Wherever "Cadaba" appears in a line of the listing, that line should be returned.

════════════════════

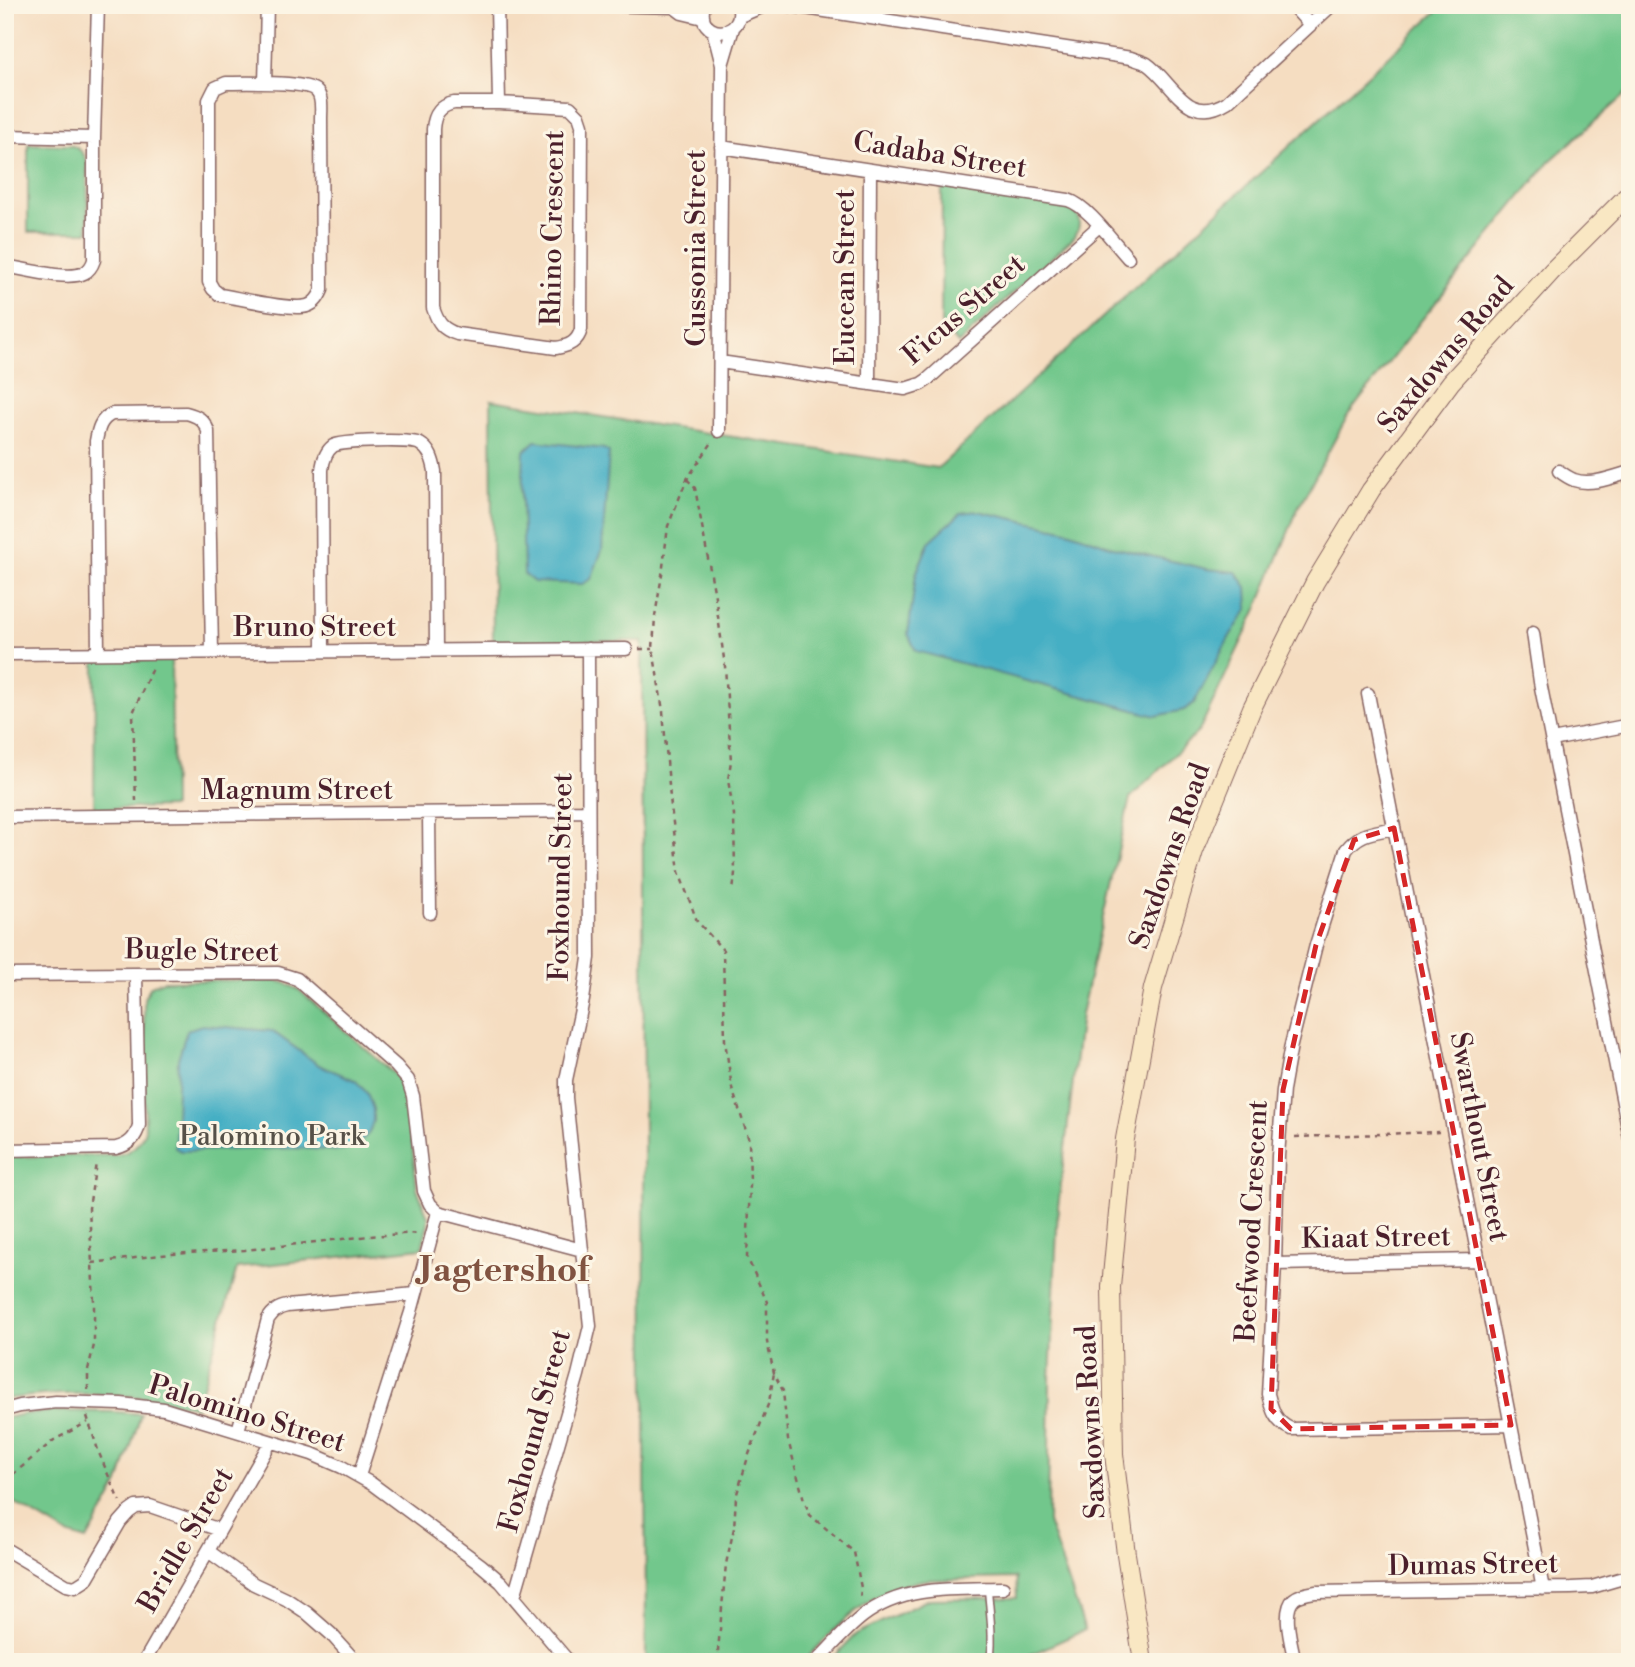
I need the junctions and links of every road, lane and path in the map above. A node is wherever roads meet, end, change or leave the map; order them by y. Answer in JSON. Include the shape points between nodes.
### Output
{"nodes":[{"id":1,"x":98,"y":5,"type":"edge"},
{"id":2,"x":267,"y":5,"type":"edge"},
{"id":3,"x":497,"y":5,"type":"edge"},
{"id":4,"x":602,"y":5,"type":"edge"},
{"id":5,"x":766,"y":5,"type":"edge"},
{"id":6,"x":786,"y":5,"type":"edge"},
{"id":7,"x":1292,"y":5,"type":"edge"},
{"id":8,"x":1332,"y":5,"type":"edge"},
{"id":9,"x":676,"y":6,"type":"edge"},
{"id":10,"x":840,"y":10,"type":"edge"},
{"id":11,"x":703,"y":11,"type":"edge"},
{"id":12,"x":739,"y":11,"type":"edge"},
{"id":13,"x":1310,"y":25,"type":"junction"},
{"id":14,"x":733,"y":28,"type":"junction"},
{"id":15,"x":713,"y":30,"type":"junction"},
{"id":16,"x":722,"y":65,"type":"junction"},
{"id":17,"x":265,"y":83,"type":"junction"},
{"id":18,"x":499,"y":103,"type":"junction"},
{"id":19,"x":5,"y":136,"type":"edge"},
{"id":20,"x":94,"y":138,"type":"junction"},
{"id":21,"x":721,"y":147,"type":"junction"},
{"id":22,"x":870,"y":170,"type":"junction"},
{"id":23,"x":1630,"y":193,"type":"edge"},
{"id":24,"x":1099,"y":226,"type":"junction"},
{"id":25,"x":1128,"y":258,"type":"dead end"},
{"id":26,"x":5,"y":266,"type":"edge"},
{"id":27,"x":720,"y":362,"type":"junction"},
{"id":28,"x":869,"y":384,"type":"junction"},
{"id":29,"x":719,"y":431,"type":"joint"},
{"id":30,"x":1559,"y":471,"type":"dead end"},
{"id":31,"x":1630,"y":472,"type":"edge"},
{"id":32,"x":687,"y":479,"type":"junction"},
{"id":33,"x":1533,"y":633,"type":"dead end"},
{"id":34,"x":588,"y":649,"type":"junction"},
{"id":35,"x":625,"y":649,"type":"dead end"},
{"id":36,"x":436,"y":650,"type":"junction"},
{"id":37,"x":323,"y":651,"type":"junction"},
{"id":38,"x":212,"y":652,"type":"junction"},
{"id":39,"x":98,"y":653,"type":"junction"},
{"id":40,"x":5,"y":654,"type":"edge"},
{"id":41,"x":155,"y":660,"type":"dead end"},
{"id":42,"x":1368,"y":694,"type":"dead end"},
{"id":43,"x":1630,"y":725,"type":"edge"},
{"id":44,"x":1552,"y":740,"type":"junction"},
{"id":45,"x":136,"y":807,"type":"dead end"},
{"id":46,"x":588,"y":811,"type":"junction"},
{"id":47,"x":429,"y":814,"type":"junction"},
{"id":48,"x":5,"y":817,"type":"edge"},
{"id":49,"x":1394,"y":828,"type":"junction"},
{"id":50,"x":733,"y":892,"type":"dead end"},
{"id":51,"x":430,"y":913,"type":"dead end"},
{"id":52,"x":136,"y":974,"type":"junction"},
{"id":53,"x":5,"y":975,"type":"edge"},
{"id":54,"x":1453,"y":1132,"type":"junction"},
{"id":55,"x":1279,"y":1137,"type":"junction"},
{"id":56,"x":1630,"y":1138,"type":"edge"},
{"id":57,"x":98,"y":1149,"type":"junction"},
{"id":58,"x":5,"y":1150,"type":"edge"},
{"id":59,"x":438,"y":1212,"type":"junction"},
{"id":60,"x":433,"y":1232,"type":"junction"},
{"id":61,"x":582,"y":1250,"type":"junction"},
{"id":62,"x":1478,"y":1260,"type":"junction"},
{"id":63,"x":92,"y":1263,"type":"junction"},
{"id":64,"x":1275,"y":1264,"type":"junction"},
{"id":65,"x":415,"y":1294,"type":"junction"},
{"id":66,"x":775,"y":1373,"type":"junction"},
{"id":67,"x":88,"y":1393,"type":"dead end"},
{"id":68,"x":5,"y":1410,"type":"edge"},
{"id":69,"x":87,"y":1412,"type":"dead end"},
{"id":70,"x":88,"y":1422,"type":"junction"},
{"id":71,"x":1511,"y":1425,"type":"junction"},
{"id":72,"x":238,"y":1431,"type":"junction"},
{"id":73,"x":270,"y":1443,"type":"junction"},
{"id":74,"x":359,"y":1476,"type":"junction"},
{"id":75,"x":5,"y":1481,"type":"edge"},
{"id":76,"x":129,"y":1512,"type":"junction"},
{"id":77,"x":220,"y":1530,"type":"junction"},
{"id":78,"x":5,"y":1549,"type":"edge"},
{"id":79,"x":208,"y":1550,"type":"junction"},
{"id":80,"x":1630,"y":1576,"type":"edge"},
{"id":81,"x":988,"y":1588,"type":"junction"},
{"id":82,"x":1003,"y":1588,"type":"dead end"},
{"id":83,"x":1543,"y":1589,"type":"junction"},
{"id":84,"x":514,"y":1597,"type":"junction"},
{"id":85,"x":862,"y":1617,"type":"junction"},
{"id":86,"x":144,"y":1662,"type":"edge"},
{"id":87,"x":356,"y":1662,"type":"edge"},
{"id":88,"x":569,"y":1662,"type":"edge"},
{"id":89,"x":717,"y":1662,"type":"edge"},
{"id":90,"x":817,"y":1662,"type":"edge"},
{"id":91,"x":989,"y":1662,"type":"edge"},
{"id":92,"x":1143,"y":1662,"type":"edge"},
{"id":93,"x":1295,"y":1662,"type":"edge"}],
"edges":[{"from":1,"to":20,"type":"street"},
{"from":2,"to":17,"type":"street"},
{"from":3,"to":18,"type":"street"},
{"from":4,"to":9,"type":"street"},
{"from":5,"to":12,"type":"street"},
{"from":6,"to":10,"type":"street"},
{"from":7,"to":13,"type":"street"},
{"from":8,"to":13,"type":"street"},
{"from":9,"to":11,"type":"street","via":[[682,13]]},
{"from":10,"to":13,"type":"street","via":[[1131,58],[1147,64],[1183,102],[1202,109],[1227,102]]},
{"from":11,"to":15,"type":"street","via":[[706,25]]},
{"from":12,"to":14,"type":"street","name":"Cussonia Street"},
{"from":14,"to":15,"type":"street"},
{"from":14,"to":16,"type":"street","name":"Cussonia Street"},
{"from":15,"to":16,"type":"street","name":"Cussonia Street"},
{"from":16,"to":21,"type":"street","name":"Cussonia Street"},
{"from":17,"to":17,"type":"street","via":[[226,83],[215,88],[209,100],[209,282],[220,295],[307,306],[322,290],[321,99],[308,86]]},
{"from":18,"to":18,"type":"street","name":"Rhino Crescent","via":[[570,107],[582,125],[581,329],[575,341],[564,347],[457,334],[438,323],[433,309],[434,121],[446,104]]},
{"from":19,"to":20,"type":"street"},
{"from":20,"to":26,"type":"street","via":[[92,267],[83,274],[67,276]]},
{"from":21,"to":22,"type":"street","name":"Cadaba Street"},
{"from":21,"to":27,"type":"street","name":"Cussonia Street"},
{"from":22,"to":24,"type":"street","name":"Cadaba Street","via":[[1068,200]]},
{"from":22,"to":28,"type":"street","name":"Eucean Street"},
{"from":23,"to":92,"type":"street","name":"Saxdowns Road","via":[[1451,382],[1371,489],[1315,582],[1252,708],[1194,851],[1153,988],[1125,1139],[1111,1287],[1114,1454]]},
{"from":24,"to":25,"type":"street","name":"Cadaba Street"},
{"from":24,"to":28,"type":"street","name":"Ficus Street","via":[[927,380],[905,389]]},
{"from":27,"to":28,"type":"street","name":"Ficus Street"},
{"from":27,"to":29,"type":"street","name":"Cussonia Street"},
{"from":29,"to":32,"type":"path"},
{"from":30,"to":31,"type":"street","via":[[1586,481]]},
{"from":32,"to":50,"type":"path","via":[[695,488],[725,666],[728,780],[734,815]]},
{"from":32,"to":66,"type":"path","via":[[668,526],[653,649],[679,872],[697,921],[723,950],[725,1041],[732,1088],[749,1140],[747,1257],[767,1302],[767,1342]]},
{"from":33,"to":44,"type":"street"},
{"from":34,"to":35,"type":"street","name":"Bruno Street"},
{"from":34,"to":36,"type":"street","name":"Bruno Street"},
{"from":34,"to":46,"type":"street","name":"Foxhound Street"},
{"from":36,"to":37,"type":"street","name":"Bruno Street"},
{"from":36,"to":37,"type":"street","via":[[433,458],[419,443],[406,441],[346,443],[334,446],[323,459]]},
{"from":37,"to":38,"type":"street","name":"Bruno Street"},
{"from":38,"to":39,"type":"street","name":"Bruno Street"},
{"from":38,"to":39,"type":"street","via":[[208,431],[202,420],[186,413],[112,414],[99,427]]},
{"from":39,"to":40,"type":"street","name":"Bruno Street"},
{"from":41,"to":45,"type":"path","via":[[133,713]]},
{"from":42,"to":49,"type":"street","name":"Swarthout Street"},
{"from":43,"to":44,"type":"street"},
{"from":44,"to":56,"type":"street"},
{"from":46,"to":47,"type":"street","name":"Magnum Street"},
{"from":46,"to":61,"type":"street","name":"Foxhound Street","via":[[589,958],[566,1080]]},
{"from":47,"to":48,"type":"street","name":"Magnum Street"},
{"from":47,"to":51,"type":"street"},
{"from":49,"to":54,"type":"street","name":"Swarthout Street"},
{"from":49,"to":55,"type":"street","name":"Beefwood Crescent","via":[[1365,834],[1346,850],[1291,1045]]},
{"from":52,"to":53,"type":"street","name":"Bugle Street"},
{"from":52,"to":57,"type":"street","via":[[139,1125],[128,1143]]},
{"from":52,"to":59,"type":"street","name":"Bugle Street","via":[[278,974],[297,979],[408,1080],[424,1191]]},
{"from":54,"to":55,"type":"path"},
{"from":54,"to":62,"type":"street","name":"Swarthout Street"},
{"from":55,"to":64,"type":"street","name":"Beefwood Crescent"},
{"from":57,"to":58,"type":"street"},
{"from":57,"to":63,"type":"path","via":[[89,1208]]},
{"from":59,"to":60,"type":"street"},
{"from":59,"to":61,"type":"street"},
{"from":60,"to":63,"type":"path"},
{"from":60,"to":65,"type":"street"},
{"from":61,"to":84,"type":"street","name":"Foxhound Street","via":[[590,1326]]},
{"from":62,"to":64,"type":"street","name":"Kiaat Street"},
{"from":62,"to":71,"type":"street","name":"Swarthout Street"},
{"from":63,"to":67,"type":"path","via":[[94,1345]]},
{"from":64,"to":71,"type":"street","name":"Beefwood Crescent","via":[[1268,1394],[1282,1425],[1291,1429]]},
{"from":65,"to":72,"type":"street","via":[[287,1306],[272,1313]]},
{"from":65,"to":74,"type":"street"},
{"from":66,"to":85,"type":"path","via":[[783,1391],[788,1440],[804,1500],[810,1515],[854,1552]]},
{"from":66,"to":89,"type":"path","via":[[736,1497]]},
{"from":68,"to":72,"type":"street","name":"Palomino Street","via":[[56,1402],[121,1404],[164,1409]]},
{"from":69,"to":70,"type":"path"},
{"from":70,"to":75,"type":"path","via":[[54,1440]]},
{"from":70,"to":76,"type":"path","via":[[117,1496]]},
{"from":71,"to":83,"type":"street","name":"Swarthout Street"},
{"from":72,"to":73,"type":"street","name":"Palomino Street"},
{"from":73,"to":74,"type":"street","name":"Palomino Street","via":[[312,1454]]},
{"from":73,"to":77,"type":"street","name":"Bridle Street"},
{"from":74,"to":84,"type":"street","name":"Palomino Street","via":[[481,1564]]},
{"from":76,"to":77,"type":"street","via":[[150,1506]]},
{"from":76,"to":78,"type":"street","via":[[79,1586],[66,1585]]},
{"from":77,"to":79,"type":"street","name":"Bridle Street"},
{"from":79,"to":86,"type":"street","name":"Bridle Street"},
{"from":79,"to":87,"type":"street","via":[[254,1584],[307,1613]]},
{"from":80,"to":83,"type":"street","name":"Dumas Street","via":[[1592,1587]]},
{"from":81,"to":82,"type":"street"},
{"from":81,"to":85,"type":"street","via":[[914,1592],[887,1601]]},
{"from":81,"to":91,"type":"lane"},
{"from":83,"to":93,"type":"street","name":"Dumas Street","via":[[1303,1594],[1288,1607]]},
{"from":84,"to":88,"type":"street","name":"Palomino Street"},
{"from":85,"to":90,"type":"street"}]}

════════════════════

Expected output ::
{"from":21,"to":22,"type":"street","name":"Cadaba Street"},
{"from":22,"to":24,"type":"street","name":"Cadaba Street","via":[[1068,200]]},
{"from":24,"to":25,"type":"street","name":"Cadaba Street"},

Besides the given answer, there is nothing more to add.